[Stored data entries]
━━━━━━━━━━
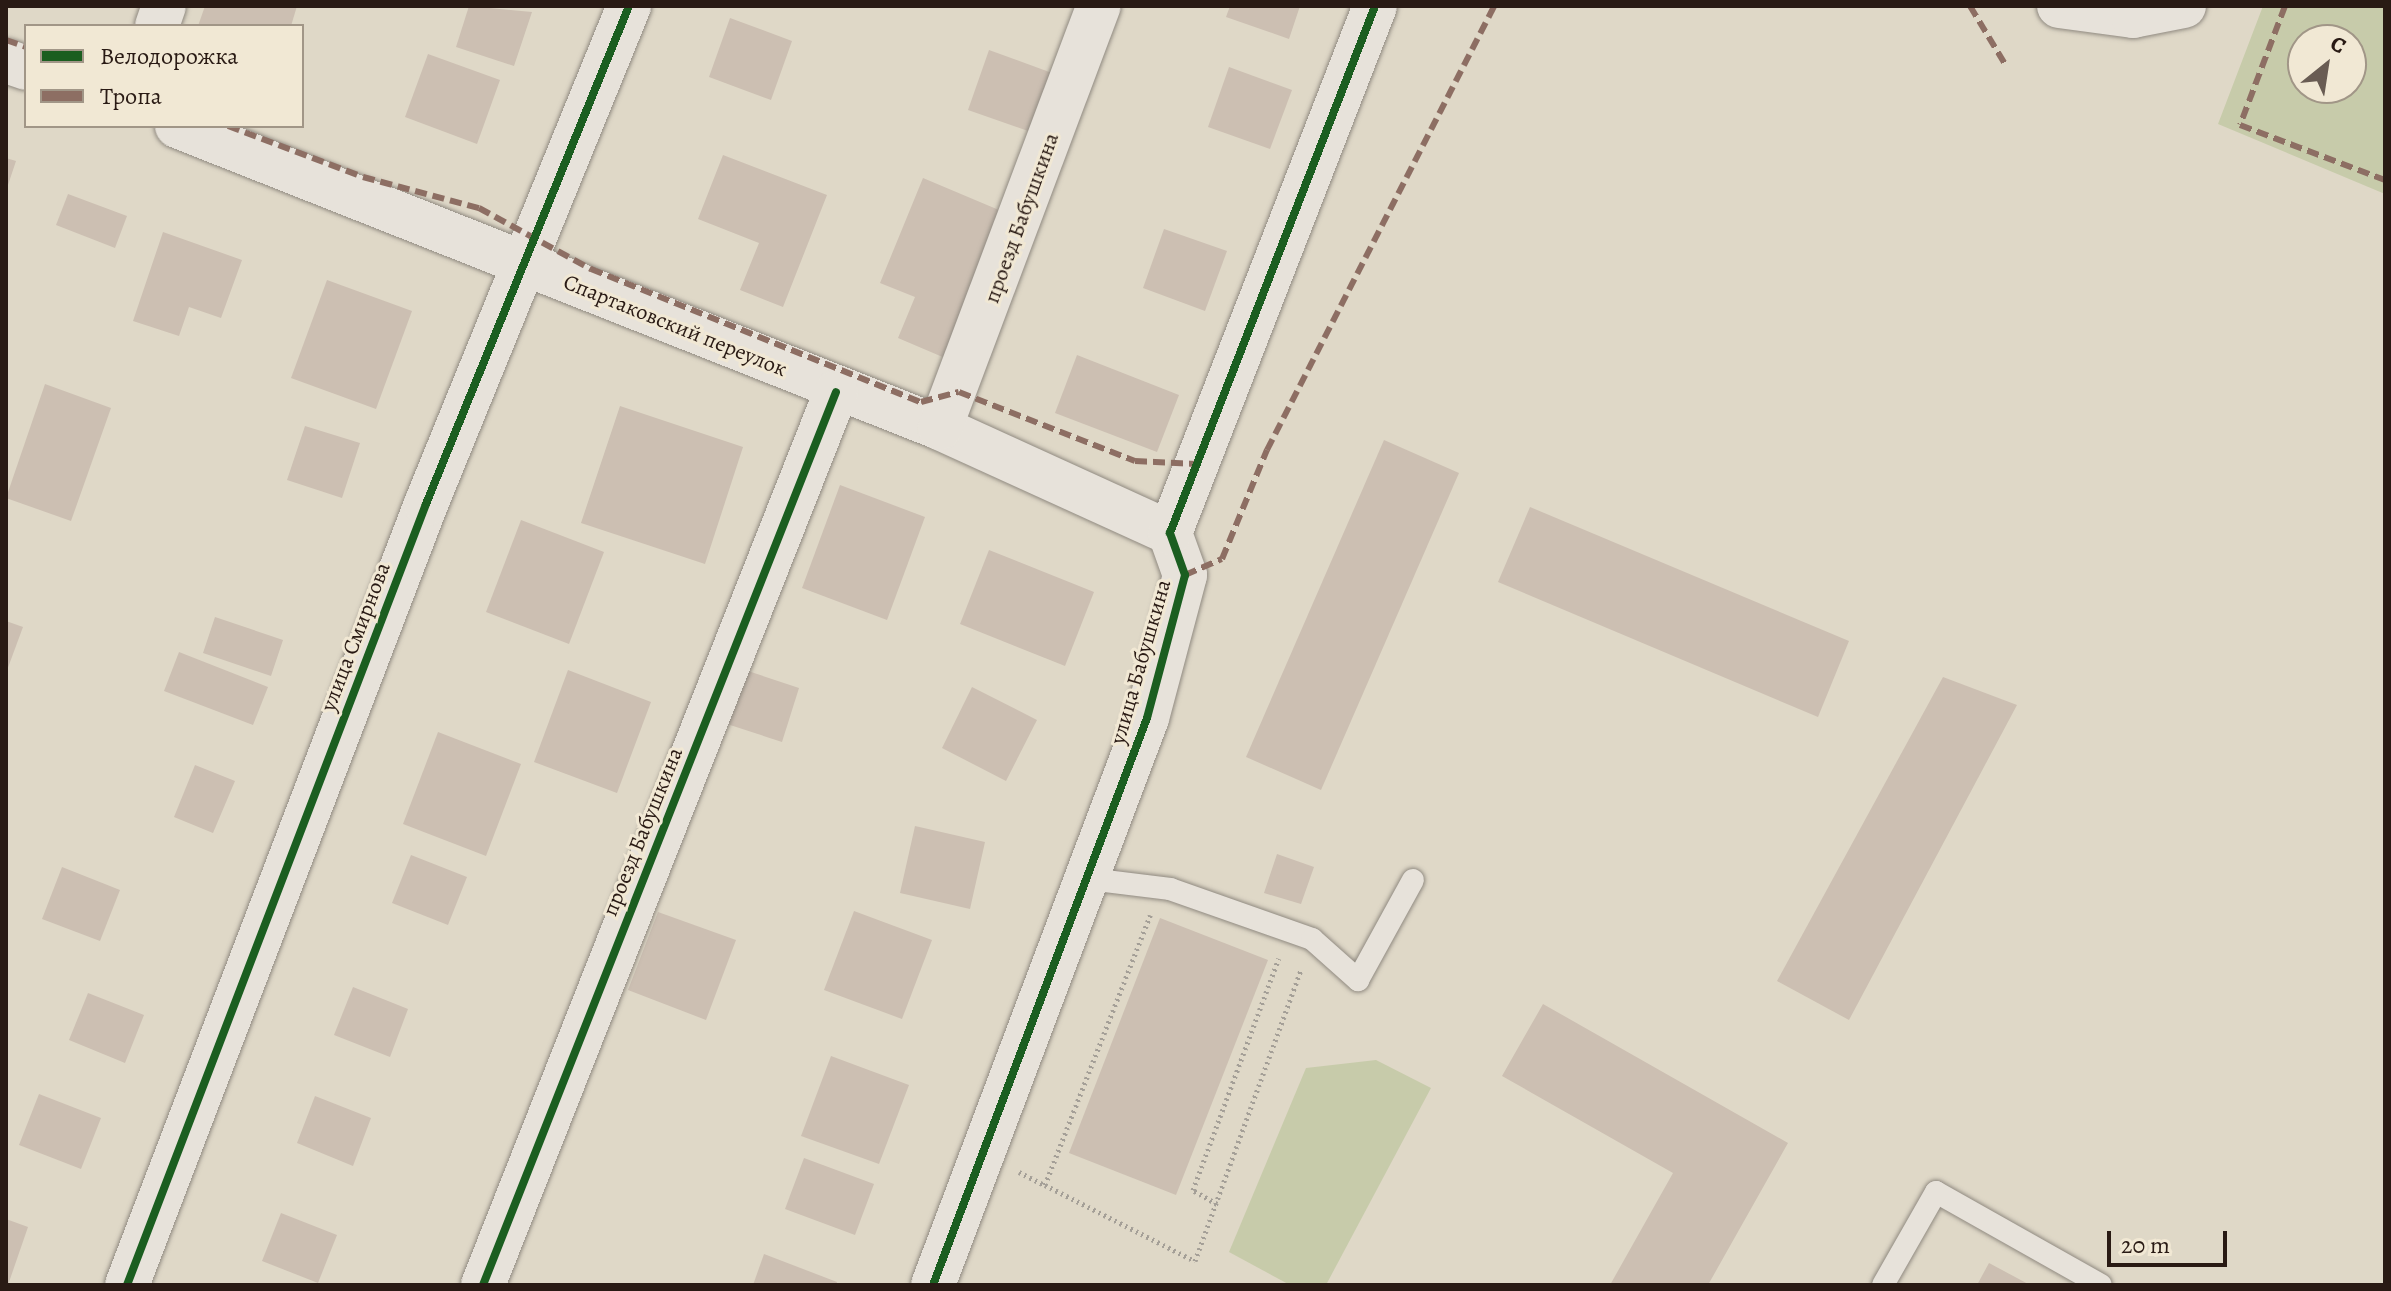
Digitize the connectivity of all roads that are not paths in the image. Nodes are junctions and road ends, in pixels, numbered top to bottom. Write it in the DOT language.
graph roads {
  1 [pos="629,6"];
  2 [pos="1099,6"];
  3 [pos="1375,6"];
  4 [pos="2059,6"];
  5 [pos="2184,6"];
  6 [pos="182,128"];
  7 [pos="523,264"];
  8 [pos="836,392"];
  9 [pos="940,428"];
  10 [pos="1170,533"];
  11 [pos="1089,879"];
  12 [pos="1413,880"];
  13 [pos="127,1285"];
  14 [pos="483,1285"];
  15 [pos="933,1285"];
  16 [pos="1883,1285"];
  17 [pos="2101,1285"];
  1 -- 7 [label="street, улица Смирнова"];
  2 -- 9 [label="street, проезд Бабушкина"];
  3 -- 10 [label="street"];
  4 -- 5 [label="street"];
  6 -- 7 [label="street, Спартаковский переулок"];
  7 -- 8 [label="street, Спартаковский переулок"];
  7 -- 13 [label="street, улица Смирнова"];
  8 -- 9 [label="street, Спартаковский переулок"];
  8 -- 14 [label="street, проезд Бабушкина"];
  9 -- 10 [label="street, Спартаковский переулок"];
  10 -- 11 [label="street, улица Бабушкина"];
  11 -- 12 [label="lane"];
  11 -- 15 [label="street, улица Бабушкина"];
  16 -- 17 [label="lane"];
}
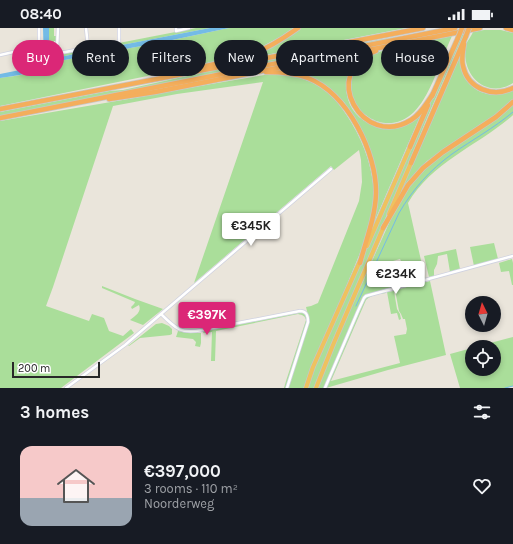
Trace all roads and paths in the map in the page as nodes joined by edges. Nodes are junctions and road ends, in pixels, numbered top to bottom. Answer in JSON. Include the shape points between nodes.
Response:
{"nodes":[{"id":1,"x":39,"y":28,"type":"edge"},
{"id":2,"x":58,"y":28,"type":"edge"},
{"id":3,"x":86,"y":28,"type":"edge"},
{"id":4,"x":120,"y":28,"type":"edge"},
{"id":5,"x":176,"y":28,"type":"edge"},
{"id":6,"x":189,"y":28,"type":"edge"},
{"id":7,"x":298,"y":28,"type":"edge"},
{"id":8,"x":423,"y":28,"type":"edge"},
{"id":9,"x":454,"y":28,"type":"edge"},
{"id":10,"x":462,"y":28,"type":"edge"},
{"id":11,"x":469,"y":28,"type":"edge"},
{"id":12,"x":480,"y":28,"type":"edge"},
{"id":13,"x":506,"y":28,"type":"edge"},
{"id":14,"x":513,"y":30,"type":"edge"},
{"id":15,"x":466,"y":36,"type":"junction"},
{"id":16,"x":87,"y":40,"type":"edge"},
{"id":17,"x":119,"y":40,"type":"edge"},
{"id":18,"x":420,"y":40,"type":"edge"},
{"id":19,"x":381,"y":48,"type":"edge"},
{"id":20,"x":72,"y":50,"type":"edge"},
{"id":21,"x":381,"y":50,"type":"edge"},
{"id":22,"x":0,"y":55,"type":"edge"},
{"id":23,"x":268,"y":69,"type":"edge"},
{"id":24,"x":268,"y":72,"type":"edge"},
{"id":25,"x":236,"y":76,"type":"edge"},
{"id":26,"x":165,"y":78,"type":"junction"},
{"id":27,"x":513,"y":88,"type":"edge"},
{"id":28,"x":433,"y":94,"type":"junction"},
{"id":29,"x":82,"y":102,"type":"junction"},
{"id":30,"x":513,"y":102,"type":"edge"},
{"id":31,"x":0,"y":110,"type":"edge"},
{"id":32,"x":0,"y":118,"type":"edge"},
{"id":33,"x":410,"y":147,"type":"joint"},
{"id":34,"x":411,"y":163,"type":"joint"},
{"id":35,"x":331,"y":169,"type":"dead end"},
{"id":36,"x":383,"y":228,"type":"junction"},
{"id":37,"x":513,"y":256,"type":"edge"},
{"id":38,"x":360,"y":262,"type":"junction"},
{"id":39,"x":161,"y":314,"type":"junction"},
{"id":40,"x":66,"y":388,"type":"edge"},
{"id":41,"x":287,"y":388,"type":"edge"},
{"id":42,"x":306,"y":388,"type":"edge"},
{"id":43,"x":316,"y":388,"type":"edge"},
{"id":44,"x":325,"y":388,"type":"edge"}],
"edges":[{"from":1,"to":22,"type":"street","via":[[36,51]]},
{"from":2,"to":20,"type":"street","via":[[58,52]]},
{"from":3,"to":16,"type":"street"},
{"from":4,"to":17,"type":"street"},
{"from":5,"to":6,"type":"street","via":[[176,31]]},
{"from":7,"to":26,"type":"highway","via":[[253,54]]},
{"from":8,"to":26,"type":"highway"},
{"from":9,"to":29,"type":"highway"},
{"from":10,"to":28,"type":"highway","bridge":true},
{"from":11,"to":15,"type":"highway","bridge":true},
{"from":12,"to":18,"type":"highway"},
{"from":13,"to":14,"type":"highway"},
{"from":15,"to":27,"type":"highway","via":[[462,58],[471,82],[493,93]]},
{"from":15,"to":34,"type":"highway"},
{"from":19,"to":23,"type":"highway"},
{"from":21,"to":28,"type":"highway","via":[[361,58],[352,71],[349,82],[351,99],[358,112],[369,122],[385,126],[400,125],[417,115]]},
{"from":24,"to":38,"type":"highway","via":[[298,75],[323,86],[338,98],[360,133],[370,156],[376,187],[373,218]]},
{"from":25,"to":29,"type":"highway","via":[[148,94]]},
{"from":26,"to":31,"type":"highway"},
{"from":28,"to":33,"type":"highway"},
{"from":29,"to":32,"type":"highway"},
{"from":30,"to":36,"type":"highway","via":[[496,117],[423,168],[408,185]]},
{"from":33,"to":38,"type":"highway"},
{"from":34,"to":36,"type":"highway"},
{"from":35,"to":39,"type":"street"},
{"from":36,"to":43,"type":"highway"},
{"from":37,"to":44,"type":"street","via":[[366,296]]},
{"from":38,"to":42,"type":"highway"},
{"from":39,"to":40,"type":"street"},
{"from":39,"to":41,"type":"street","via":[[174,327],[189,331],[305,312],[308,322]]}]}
━━━━━━━━━━
**Required work**
If a line of the data contains "roads", copy it out.

**Output of the exercise**
Digitize the connectivity of all roads that are not paths in the image. Nodes are junctions and road ends, in pixels, numbered top to bottom. Write it in the DOT language.
graph roads {
Trace all roads and paths in the map in the page as nodes joined by edges. Nodes are junctions and road ends, in pixels, numbered top to bottom. Answer in JSON. Include the shape points between nodes.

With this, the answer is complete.